→ What is needed
For the records below, say how many lines contain the string "middle". Give the number only.

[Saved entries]
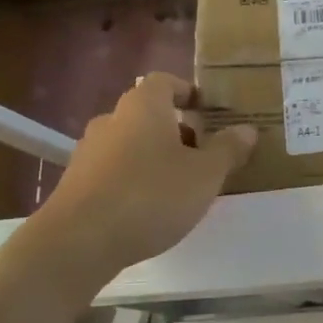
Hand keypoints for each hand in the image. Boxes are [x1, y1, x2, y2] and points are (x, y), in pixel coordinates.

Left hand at [38, 74, 256, 270]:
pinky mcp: (76, 183)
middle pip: (148, 114)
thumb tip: (246, 129)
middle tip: (202, 155)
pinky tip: (148, 208)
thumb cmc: (151, 196)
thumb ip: (227, 150)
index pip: (165, 81)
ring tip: (179, 186)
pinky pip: (113, 171)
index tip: (206, 110)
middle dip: (176, 130)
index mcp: (144, 106)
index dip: (187, 92)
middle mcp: (112, 119)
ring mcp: (88, 151)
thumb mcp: (205, 175)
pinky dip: (133, 179)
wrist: (79, 241)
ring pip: (130, 143)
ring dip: (154, 157)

→ Result of the exercise
4